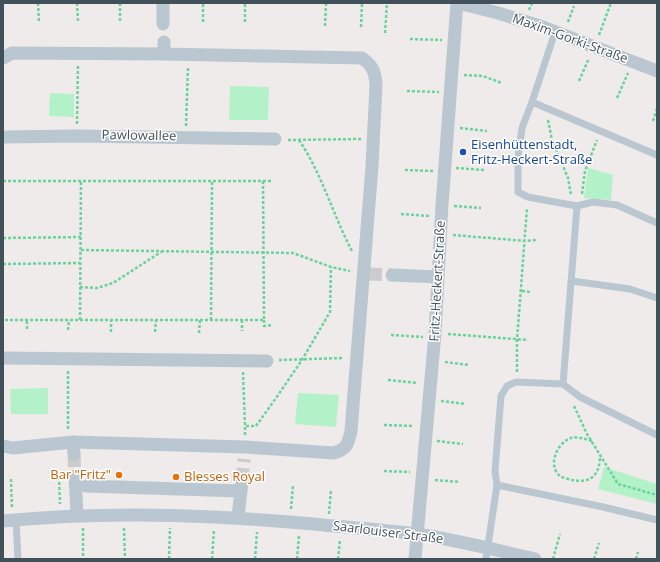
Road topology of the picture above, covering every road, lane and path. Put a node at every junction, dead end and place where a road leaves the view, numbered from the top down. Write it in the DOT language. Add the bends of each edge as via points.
graph roads {
  1 [pos="38,3"];
  2 [pos="77,3"];
  3 [pos="120,3"];
  4 [pos="163,3"];
  5 [pos="203,3"];
  6 [pos="245,3"];
  7 [pos="326,3"];
  8 [pos="362,3"];
  9 [pos="387,3"];
  10 [pos="457,3"];
  11 [pos="611,3"];
  12 [pos="574,6"];
  13 [pos="78,21"];
  14 [pos="120,21"];
  15 [pos="39,22"];
  16 [pos="203,22"];
  17 [pos="245,22"];
  18 [pos="163,24"];
  19 [pos="325,26"];
  20 [pos="361,27"];
  21 [pos="385,32"];
  22 [pos="559,33"];
  23 [pos="410,38"];
  24 [pos="454,41"];
  25 [pos="594,46"];
  26 [pos="78,53"];
  27 [pos="188,54"];
  28 [pos="3,58"];
  29 [pos="633,61"];
  30 [pos="657,71"];
  31 [pos="452,74"];
  32 [pos="579,81"];
  33 [pos="502,83"];
  34 [pos="407,92"];
  35 [pos="451,92"];
  36 [pos="617,98"];
  37 [pos="532,102"];
  38 [pos="546,107"];
  39 [pos="657,109"];
  40 [pos="653,121"];
  41 [pos="448,127"];
  42 [pos="602,130"];
  43 [pos="487,131"];
  44 [pos="76,136"];
  45 [pos="3,137"];
  46 [pos="186,137"];
  47 [pos="274,139"];
  48 [pos="373,139"];
  49 [pos="299,140"];
  50 [pos="657,155"];
  51 [pos="445,169"];
  52 [pos="405,170"];
  53 [pos="484,170"];
  54 [pos="3,181"];
  55 [pos="81,181"];
  56 [pos="212,181"];
  57 [pos="263,181"];
  58 [pos="271,181"];
  59 [pos="528,197"];
  60 [pos="577,206"];
  61 [pos="481,208"];
  62 [pos="442,211"];
  63 [pos="401,214"];
  64 [pos="657,223"];
  65 [pos="441,234"];
  66 [pos="81,237"];
  67 [pos="3,238"];
  68 [pos="536,240"];
  69 [pos="526,241"];
  70 [pos="81,250"];
  71 [pos="162,251"];
  72 [pos="211,252"];
  73 [pos="263,253"];
  74 [pos="81,263"];
  75 [pos="3,264"];
  76 [pos="331,267"];
  77 [pos="366,273"];
  78 [pos="392,275"];
  79 [pos="438,277"];
  80 [pos="572,281"];
  81 [pos="80,287"];
  82 [pos="521,291"];
  83 [pos="531,292"];
  84 [pos="657,298"];
  85 [pos="3,320"];
  86 [pos="27,320"];
  87 [pos="69,320"];
  88 [pos="80,320"];
  89 [pos="111,320"];
  90 [pos="156,320"];
  91 [pos="200,320"];
  92 [pos="211,320"];
  93 [pos="242,320"];
  94 [pos="264,320"];
  95 [pos="273,325"];
  96 [pos="27,329"];
  97 [pos="68,330"];
  98 [pos="242,331"];
  99 [pos="111,332"];
  100 [pos="155,332"];
  101 [pos="199,333"];
  102 [pos="391,335"];
  103 [pos="435,335"];
  104 [pos="517,340"];
  105 [pos="528,340"];
  106 [pos="356,354"];
  107 [pos="3,358"];
  108 [pos="68,358"];
  109 [pos="302,360"];
  110 [pos="242,361"];
  111 [pos="267,361"];
  112 [pos="433,361"];
  113 [pos="469,366"];
  114 [pos="388,380"];
  115 [pos="516,382"];
  116 [pos="430,384"];
  117 [pos="563,384"];
  118 [pos="429,400"];
  119 [pos="466,404"];
  120 [pos="573,405"];
  121 [pos="384,425"];
  122 [pos="245,426"];
  123 [pos="426,434"];
  124 [pos="657,436"];
  125 [pos="592,441"];
  126 [pos="463,444"];
  127 [pos="3,446"];
  128 [pos="72,447"];
  129 [pos="245,453"];
  130 [pos="600,455"];
  131 [pos="384,471"];
  132 [pos="75,476"];
  133 [pos="422,476"];
  134 [pos="58,477"];
  135 [pos="11,479"];
  136 [pos="460,482"];
  137 [pos="293,485"];
  138 [pos="497,485"];
  139 [pos="86,486"];
  140 [pos="332,489"];
  141 [pos="657,495"];
  142 [pos="124,514"];
  143 [pos="171,514"];
  144 [pos="80,515"];
  145 [pos="60,516"];
  146 [pos="214,516"];
  147 [pos="238,517"];
  148 [pos="258,519"];
  149 [pos="10,520"];
  150 [pos="657,520"];
  151 [pos="295,523"];
  152 [pos="327,526"];
  153 [pos="341,527"];
  154 [pos="417,534"];
  155 [pos="560,534"];
  156 [pos="599,543"];
  157 [pos="638,552"];
  158 [pos="487,553"];
  159 [pos="18,559"];
  160 [pos="83,559"];
  161 [pos="125,559"];
  162 [pos="169,559"];
  163 [pos="212,559"];
  164 [pos="255,559"];
  165 [pos="298,559"];
  166 [pos="338,559"];
  167 [pos="415,559"];
  168 [pos="535,559"];
  169 [pos="553,559"];
  170 [pos="594,559"];
  171 [pos="636,559"];
  1 -- 15 [label="path"];
  2 -- 13 [label="path"];
  3 -- 14 [label="path"];
  4 -- 18 [label="street"];
  5 -- 16 [label="path"];
  6 -- 17 [label="path"];
  7 -- 19 [label="path"];
  8 -- 20 [label="path"];
  9 -- 21 [label="path"];
  10 -- 22 [label="street, Maxim-Gorki-Straße"];
  10 -- 24 [label="street, Fritz-Heckert-Straße"];
  11 -- 25 [label="path"];
  12 -- 22 [label="path"];
  22 -- 25 [label="street, Maxim-Gorki-Straße"];
  22 -- 37 [label="lane"];
  23 -- 24 [label="path"];
  24 -- 31 [label="street, Fritz-Heckert-Straße"];
  25 -- 29 [label="street, Maxim-Gorki-Straße"];
  25 -- 32 [label="path"];
  26 -- 27 [label="street" via="164,48"];
  26 -- 28 [label="street" via="12,53"];
  26 -- 44 [label="path"];
  27 -- 46 [label="path"];
  27 -- 48 [label="street" via="362,58 371,64 375,74"];
  29 -- 30 [label="street, Maxim-Gorki-Straße"];
  29 -- 36 [label="path"];
  31 -- 33 [label="path" via="483,76"];
  31 -- 35 [label="street, Fritz-Heckert-Straße"];
  34 -- 35 [label="path"];
  35 -- 41 [label="street, Fritz-Heckert-Straße"];
  37 -- 38 [label="lane"];
  37 -- 59 [label="lane" via="522,128 518,156 518,192"];
  38 -- 42 [label="lane"];
  38 -- 60 [label="path" via="552,140 568,178 570,194"];
  39 -- 40 [label="path"];
  41 -- 43 [label="path"];
  41 -- 51 [label="street, Fritz-Heckert-Straße"];
  42 -- 50 [label="lane"];
  42 -- 60 [label="path" via="585,171 583,193"];
  44 -- 45 [label="street, Pawlowallee"];
  44 -- 46 [label="street, Pawlowallee"];
  46 -- 47 [label="street, Pawlowallee"];
  47 -- 49 [label="path"];
  48 -- 49 [label="path"];
  48 -- 77 [label="street"];
  49 -- 77 [label="path"];
  51 -- 52 [label="path"];
  51 -- 53 [label="path"];
  51 -- 62 [label="street, Fritz-Heckert-Straße"];
  54 -- 55 [label="path"];
  55 -- 56 [label="path"];
  55 -- 66 [label="path"];
  56 -- 57 [label="path"];
  56 -- 72 [label="path"];
  57 -- 58 [label="path"];
  57 -- 73 [label="path"];
  59 -- 60 [label="lane"];
  59 -- 69 [label="path"];
  60 -- 64 [label="lane" via="593,202 617,206"];
  60 -- 80 [label="lane"];
  61 -- 62 [label="path"];
  62 -- 63 [label="path"];
  62 -- 65 [label="street, Fritz-Heckert-Straße"];
  65 -- 69 [label="path"];
  65 -- 79 [label="street, Fritz-Heckert-Straße"];
  66 -- 67 [label="path"];
  66 -- 70 [label="path"];
  68 -- 69 [label="path"];
  69 -- 82 [label="path"];
  70 -- 71 [label="path"];
  70 -- 74 [label="path"];
  71 -- 72 [label="path"];
  71 -- 81 [label="path" via="113,283 97,288"];
  72 -- 73 [label="path"];
  72 -- 92 [label="path"];
  73 -- 76 [label="path" via="293,254"];
  73 -- 94 [label="path"];
  74 -- 75 [label="path"];
  74 -- 81 [label="path"];
  76 -- 77 [label="path"];
  76 -- 109 [label="path" via="330,312"];
  77 -- 106 [label="street"];
  78 -- 79 [label="street"];
  79 -- 103 [label="street, Fritz-Heckert-Straße"];
  80 -- 84 [label="lane" via="630,290"];
  80 -- 117 [label="lane"];
  81 -- 88 [label="path"];
  82 -- 83 [label="path"];
  82 -- 104 [label="path"];
  85 -- 86 [label="path"];
  86 -- 87 [label="path"];
  86 -- 96 [label="path"];
  87 -- 88 [label="path"];
  87 -- 97 [label="path"];
  88 -- 89 [label="path"];
  89 -- 90 [label="path"];
  89 -- 99 [label="path"];
  90 -- 91 [label="path"];
  90 -- 100 [label="path"];
  91 -- 92 [label="path"];
  91 -- 101 [label="path"];
  92 -- 93 [label="path"];
  93 -- 94 [label="path"];
  93 -- 98 [label="path"];
  94 -- 95 [label="path" via="264,326"];
  102 -- 103 [label="path"];
  103 -- 104 [label="path"];
  103 -- 112 [label="street, Fritz-Heckert-Straße"];
  104 -- 105 [label="path"];
  104 -- 115 [label="path"];
  106 -- 109 [label="path" via="342,359"];
  106 -- 129 [label="street" via="351,431 349,441 343,450 334,453"];
  107 -- 108 [label="street"];
  108 -- 110 [label="street"];
  108 -- 128 [label="path"];
  109 -- 111 [label="path"];
  109 -- 122 [label="path" via="256,426"];
  110 -- 111 [label="street"];
  110 -- 122 [label="path"];
  112 -- 113 [label="path"];
  112 -- 116 [label="street, Fritz-Heckert-Straße"];
  114 -- 116 [label="path"];
  115 -- 117 [label="lane"];
  115 -- 138 [label="lane" via="507,386 501,396 495,471"];
  116 -- 118 [label="street, Fritz-Heckert-Straße"];
  117 -- 124 [label="lane" via="580,397"];
  118 -- 119 [label="path"];
  118 -- 123 [label="street, Fritz-Heckert-Straße"];
  120 -- 125 [label="path"];
  121 -- 123 [label="path"];
  122 -- 129 [label="path"];
  123 -- 126 [label="path"];
  123 -- 133 [label="street, Fritz-Heckert-Straße"];
  125 -- 130 [label="path"];
  125 -- 130 [label="path" via="576,436 565,441 554,458 555,468 560,476 568,479 588,480 596,475 600,466"];
  127 -- 128 [label="street"];
  128 -- 129 [label="street"];
  130 -- 141 [label="path" via="618,484"];
  131 -- 133 [label="path"];
  132 -- 144 [label="street"];
  133 -- 136 [label="path"];
  133 -- 154 [label="street, Fritz-Heckert-Straße"];
  134 -- 145 [label="path"];
  135 -- 149 [label="path"];
  137 -- 151 [label="path"];
  138 -- 150 [label="lane" via="603,506"];
  138 -- 158 [label="lane"];
  139 -- 147 [label="street" via="241,486"];
  140 -- 152 [label="path"];
  142 -- 143 [label="street, Saarlouiser Straße"];
  142 -- 144 [label="street, Saarlouiser Straße"];
  142 -- 161 [label="path"];
  143 -- 146 [label="street, Saarlouiser Straße"];
  143 -- 162 [label="path"];
  144 -- 145 [label="street, Saarlouiser Straße"];
  144 -- 160 [label="path"];
  145 -- 149 [label="street, Saarlouiser Straße"];
  146 -- 147 [label="street, Saarlouiser Straße"];
  146 -- 163 [label="path"];
  147 -- 148 [label="street, Saarlouiser Straße"];
  148 -- 151 [label="street, Saarlouiser Straße"];
  148 -- 164 [label="path"];
  149 -- 159 [label="lane"];
  151 -- 152 [label="street, Saarlouiser Straße"];
  151 -- 165 [label="path"];
  152 -- 153 [label="street, Saarlouiser Straße"];
  153 -- 154 [label="street, Saarlouiser Straße"];
  153 -- 166 [label="path"];
  154 -- 158 [label="street, Saarlouiser Straße"];
  154 -- 167 [label="street, Fritz-Heckert-Straße"];
  155 -- 169 [label="path"];
  156 -- 170 [label="path"];
  157 -- 171 [label="path"];
  158 -- 168 [label="street, Saarlouiser Straße"];
}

____

Problem statement
Go through the data above and find the lines with the word "Pawlowallee". Copy each of those lines.

Output of the exercise
  44 -- 45 [label="street, Pawlowallee"];
  44 -- 46 [label="street, Pawlowallee"];
  46 -- 47 [label="street, Pawlowallee"];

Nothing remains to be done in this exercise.